Hasta esa ciudad había ido yo con la ilusión del novato para presentar una comunicación al congreso: “Bienes Propios y financiación de los ayuntamientos: aproximación al caso de Las Cabezas de San Juan (1750-1880)”. En esta localidad sevillana había pasado dos cursos académicos como maestro en uno de sus colegios, dos años que aproveché para investigar en el archivo histórico municipal durante largas tardes en las que moví montañas de papeles y legajos en un archivo, como otros muchos de entonces, que carecía de una mínima catalogación de sus fondos, aunque estuvieran colocados precariamente en honrosas estanterías metálicas. Y donde se me veía como un bicho raro solitario (acaso como un ratón de archivo) por los funcionarios y concejales que acudían de manera puntual por algún asunto.
El congreso de Córdoba supuso para mí una puesta de largo en esto de los encuentros científicos. Cuando presenté mi comunicación al pleno del congreso sentí el orgullo y el reconocimiento de mi paciente trabajo de tantas tardes. Entonces era un joven historiador que aspiraba, después de asentarme en Guadix tras mi estancia en Las Cabezas, a darle el empujón definitivo a mi tesis doctoral, tan necesitada de la misma estabilidad que yo había ansiado en los años anteriores. Pero la cita cordobesa fue también una oportunidad para sentirme como un auténtico historiador que tomaba contacto en un evento de prestigio científico.
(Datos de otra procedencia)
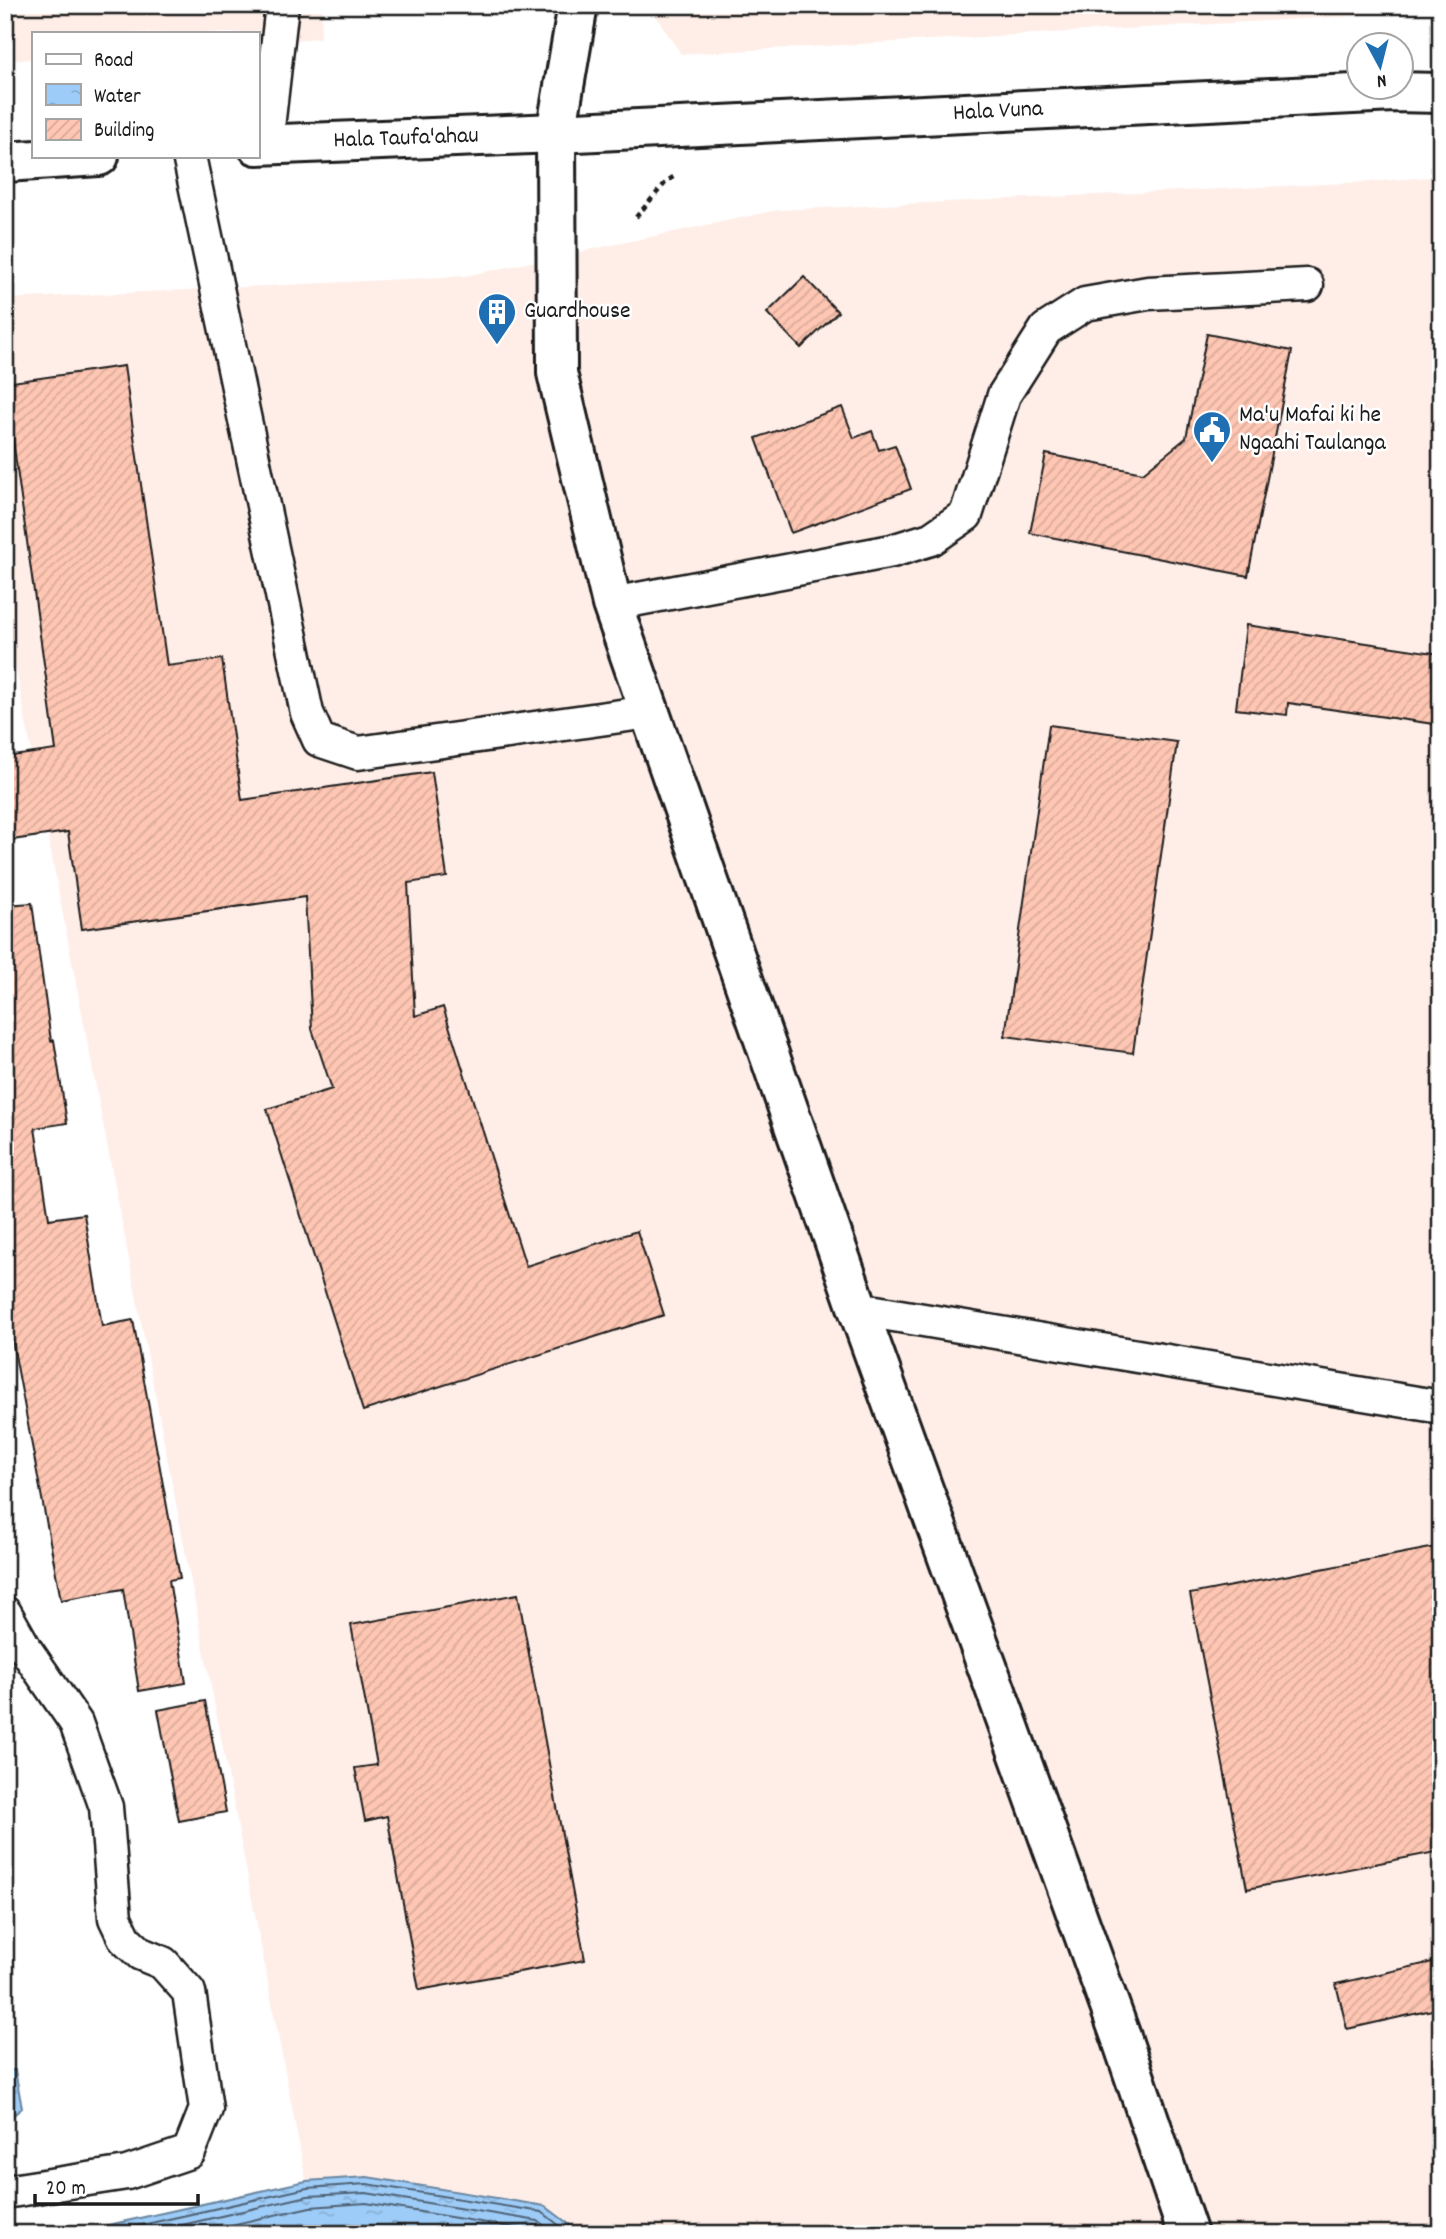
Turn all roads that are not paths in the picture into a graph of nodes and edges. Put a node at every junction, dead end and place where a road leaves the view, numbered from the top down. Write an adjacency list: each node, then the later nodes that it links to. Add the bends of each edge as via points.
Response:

Lo recuerdo alto, delgado, algo desgarbado, de pelo canoso, cuyo flequillo se le venía a la cara, y rostro teñido por una bruma pálida salpicada por algunas sombras enrojecidas. Fue la imagen que sellé en mi memoria el día del congreso en que llevaba entre mis manos España, 1808-1875, uno de sus libros que me había llevado junto al equipaje y la comunicación al congreso en la maleta, con la sana intención de que me lo dedicara. Al cruzarme con él y con Cuenca Toribio, director del congreso, en el rellano de la amplia escalera de subida a la primera planta de la facultad, le pedí que me escribiera unas palabras a modo de dedicatoria. Con amabilidad británica me escribió esas palabras en inglés que sentí me animaban a seguir investigando y a amar la historia como parte de la búsqueda de la verdad de nuestro mundo. Me sonrió, mientras le agradecía lo allí escrito, con una expresión que me pareció infantil, como si le iluminara su cara pálida el reflejo plateado de su cabellera.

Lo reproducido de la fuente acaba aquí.